◆ PROBLEM DETAILS ◆
Filter the entries for the word "roads". Copy each line in which it occurs.

(RECORDS FOR PROCESSING Opens)

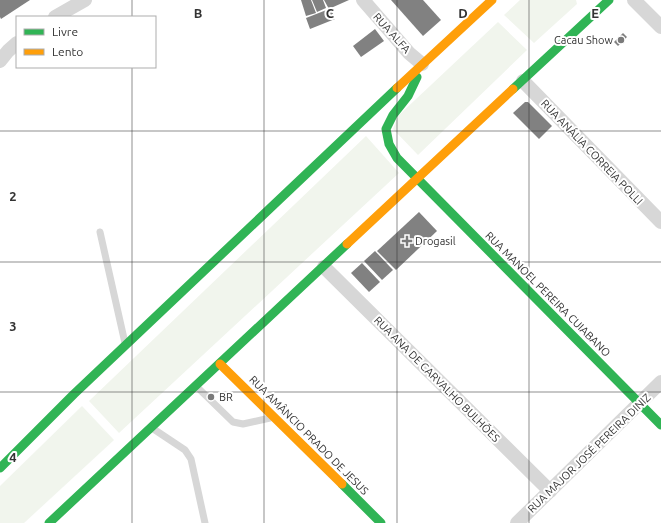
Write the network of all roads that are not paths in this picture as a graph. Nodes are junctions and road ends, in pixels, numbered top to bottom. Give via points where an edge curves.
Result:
1 (85, 0) edge
2 (363, 0) edge
3 (492, 0) edge
4 (609, 0) edge
5 (634, 0) edge
6 (57, 16) edge
7 (661, 26) edge
8 (16, 44) edge
9 (0, 60) edge
10 (422, 64) junction
11 (522, 81) junction
12 (418, 179) junction
13 (661, 222) edge
14 (100, 232) dead end
15 (324, 267) junction
16 (126, 345) junction
17 (220, 364) junction
18 (661, 382) edge
19 (196, 387) junction
20 (639, 403) junction
21 (274, 417) junction
22 (661, 425) edge
23 (152, 427) junction
24 (0, 468) edge
25 (550, 490) junction
26 (49, 523) edge
27 (205, 523) edge
28 (380, 523) edge
29 (517, 523) edge

1 - 6 street
2 - 10 street, RUA ALFA via 409,53
3 - 10 main road
4 - 11 main road
5 - 7 street
8 - 9 street
10 - 12 main road, RUA MANOEL PEREIRA CUIABANO via 408,96 386,129 389,144 397,158
10 - 16 main road
11 - 12 main road
11 - 13 street, RUA ANÁLIA CORREIA POLLI
12 - 15 main road
12 - 20 main road, RUA MANOEL PEREIRA CUIABANO
14 - 16 lane
15 - 17 main road
15 - 25 street, RUA ANA DE CARVALHO BULHÕES
16 - 24 main road
17 - 19 main road
17 - 21 main road, RUA AMÂNCIO PRADO DE JESUS
18 - 20 street, RUA MAJOR JOSÉ PEREIRA DINIZ
19 - 21 lane via 234,422 243,424
19 - 23 main road
20 - 22 main road, RUA MANOEL PEREIRA CUIABANO
20 - 25 street, RUA MAJOR JOSÉ PEREIRA DINIZ
21 - 28 main road, RUA AMÂNCIO PRADO DE JESUS
23 - 26 main road
23 - 27 lane via 185,450 191,459
25 - 29 street, RUA MAJOR JOSÉ PEREIRA DINIZ

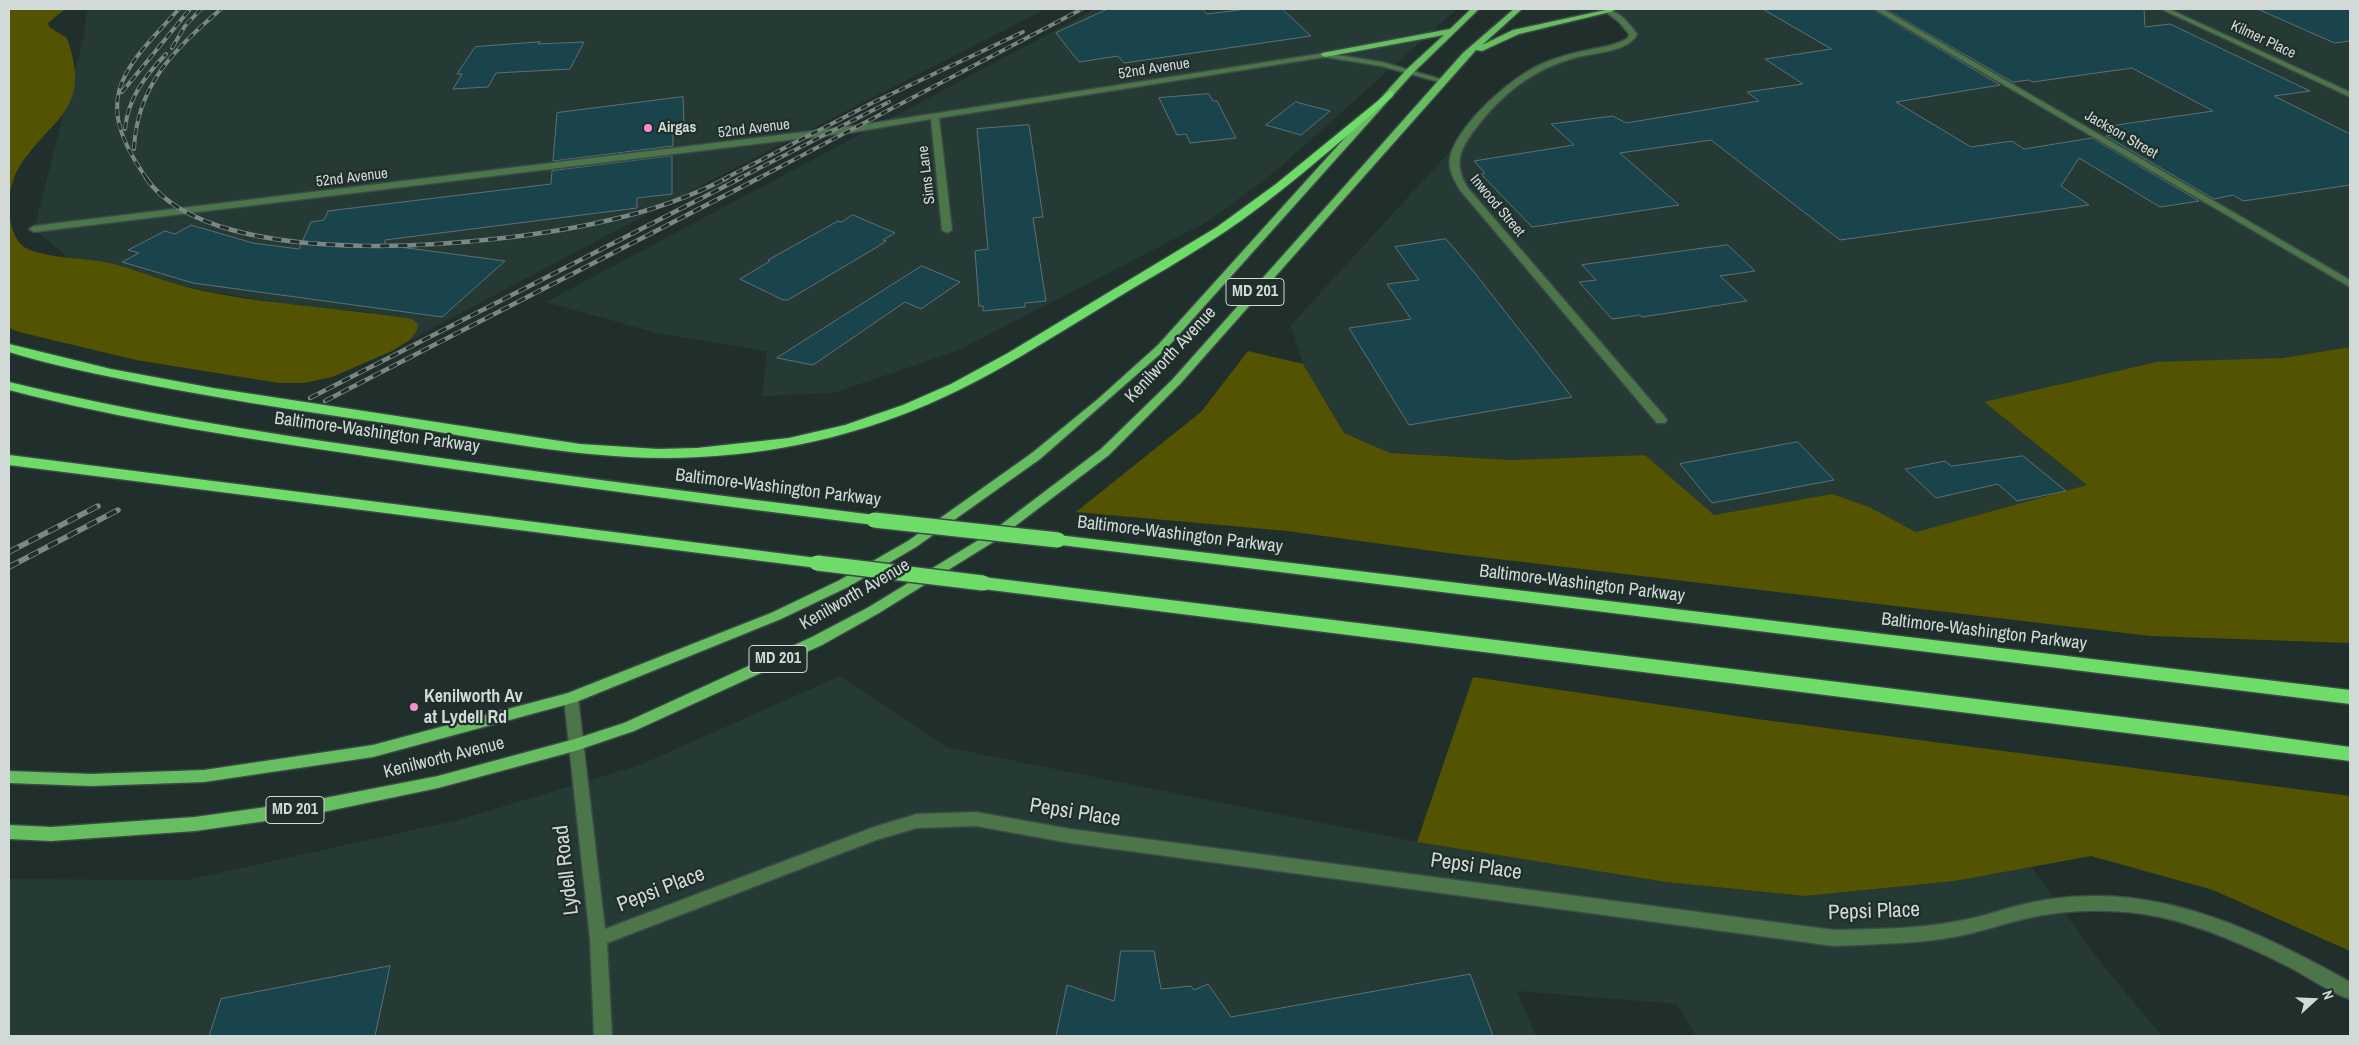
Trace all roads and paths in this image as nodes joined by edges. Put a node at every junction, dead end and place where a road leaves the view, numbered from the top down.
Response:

(RECORDS FOR PROCESSING Closes)

◆ TASK RESPONSE ◆
Write the network of all roads that are not paths in this picture as a graph. Nodes are junctions and road ends, in pixels, numbered top to bottom. Give via points where an edge curves.
Trace all roads and paths in this image as nodes joined by edges. Put a node at every junction, dead end and place where a road leaves the view, numbered from the top down.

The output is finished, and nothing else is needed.